Instructions to follow: Every entry in the data that follows should come back exactly, pictures aside.

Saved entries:
+++
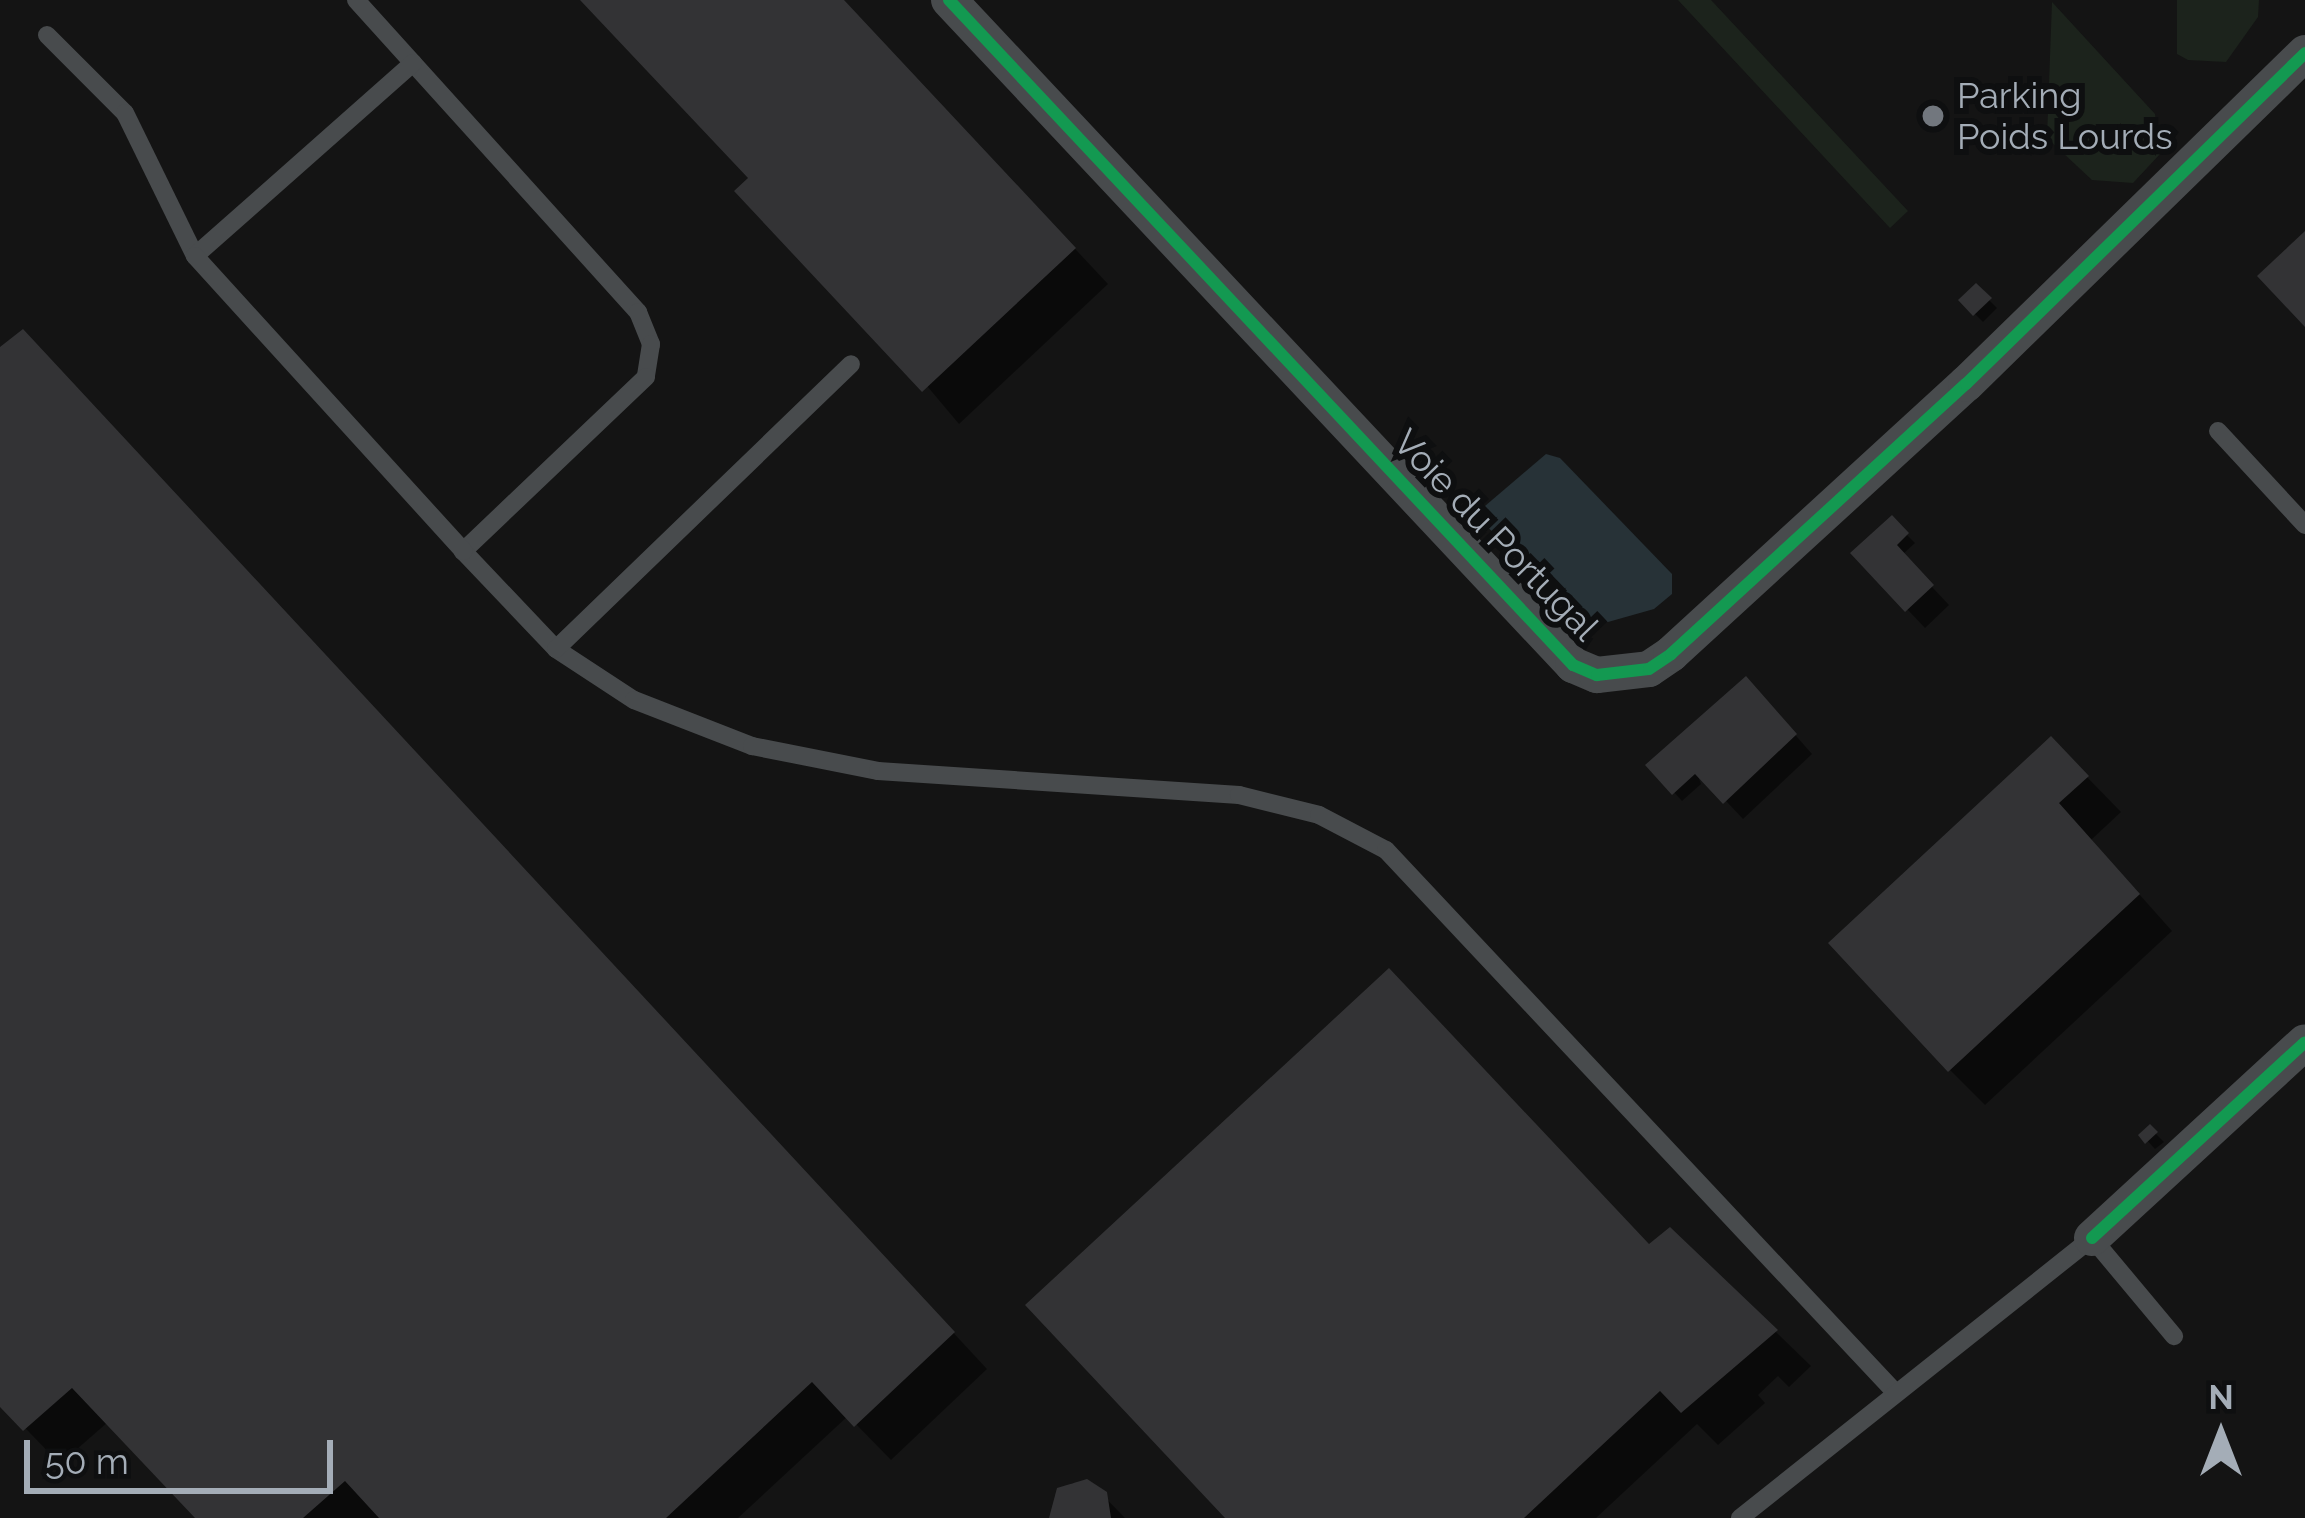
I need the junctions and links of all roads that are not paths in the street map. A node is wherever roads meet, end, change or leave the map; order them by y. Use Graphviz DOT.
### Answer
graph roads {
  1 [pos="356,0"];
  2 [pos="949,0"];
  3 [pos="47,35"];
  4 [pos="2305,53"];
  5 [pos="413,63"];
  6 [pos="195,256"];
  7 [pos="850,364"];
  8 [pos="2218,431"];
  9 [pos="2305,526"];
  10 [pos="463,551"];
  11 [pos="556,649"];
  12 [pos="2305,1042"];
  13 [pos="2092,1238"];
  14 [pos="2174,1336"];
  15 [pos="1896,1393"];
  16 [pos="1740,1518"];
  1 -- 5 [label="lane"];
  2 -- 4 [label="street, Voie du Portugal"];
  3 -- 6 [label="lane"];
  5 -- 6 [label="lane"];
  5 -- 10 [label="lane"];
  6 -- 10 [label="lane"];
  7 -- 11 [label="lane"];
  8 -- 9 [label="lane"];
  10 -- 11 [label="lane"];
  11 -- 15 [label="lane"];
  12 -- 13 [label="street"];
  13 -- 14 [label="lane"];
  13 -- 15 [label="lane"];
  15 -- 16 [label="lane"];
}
+++
Result for this exercise:
I need the junctions and links of all roads that are not paths in the street map. A node is wherever roads meet, end, change or leave the map; order them by y. Use Graphviz DOT.
### Answer
graph roads {
  1 [pos="356,0"];
  2 [pos="949,0"];
  3 [pos="47,35"];
  4 [pos="2305,53"];
  5 [pos="413,63"];
  6 [pos="195,256"];
  7 [pos="850,364"];
  8 [pos="2218,431"];
  9 [pos="2305,526"];
  10 [pos="463,551"];
  11 [pos="556,649"];
  12 [pos="2305,1042"];
  13 [pos="2092,1238"];
  14 [pos="2174,1336"];
  15 [pos="1896,1393"];
  16 [pos="1740,1518"];
  1 -- 5 [label="lane"];
  2 -- 4 [label="street, Voie du Portugal"];
  3 -- 6 [label="lane"];
  5 -- 6 [label="lane"];
  5 -- 10 [label="lane"];
  6 -- 10 [label="lane"];
  7 -- 11 [label="lane"];
  8 -- 9 [label="lane"];
  10 -- 11 [label="lane"];
  11 -- 15 [label="lane"];
  12 -- 13 [label="street"];
  13 -- 14 [label="lane"];
  13 -- 15 [label="lane"];
  15 -- 16 [label="lane"];
}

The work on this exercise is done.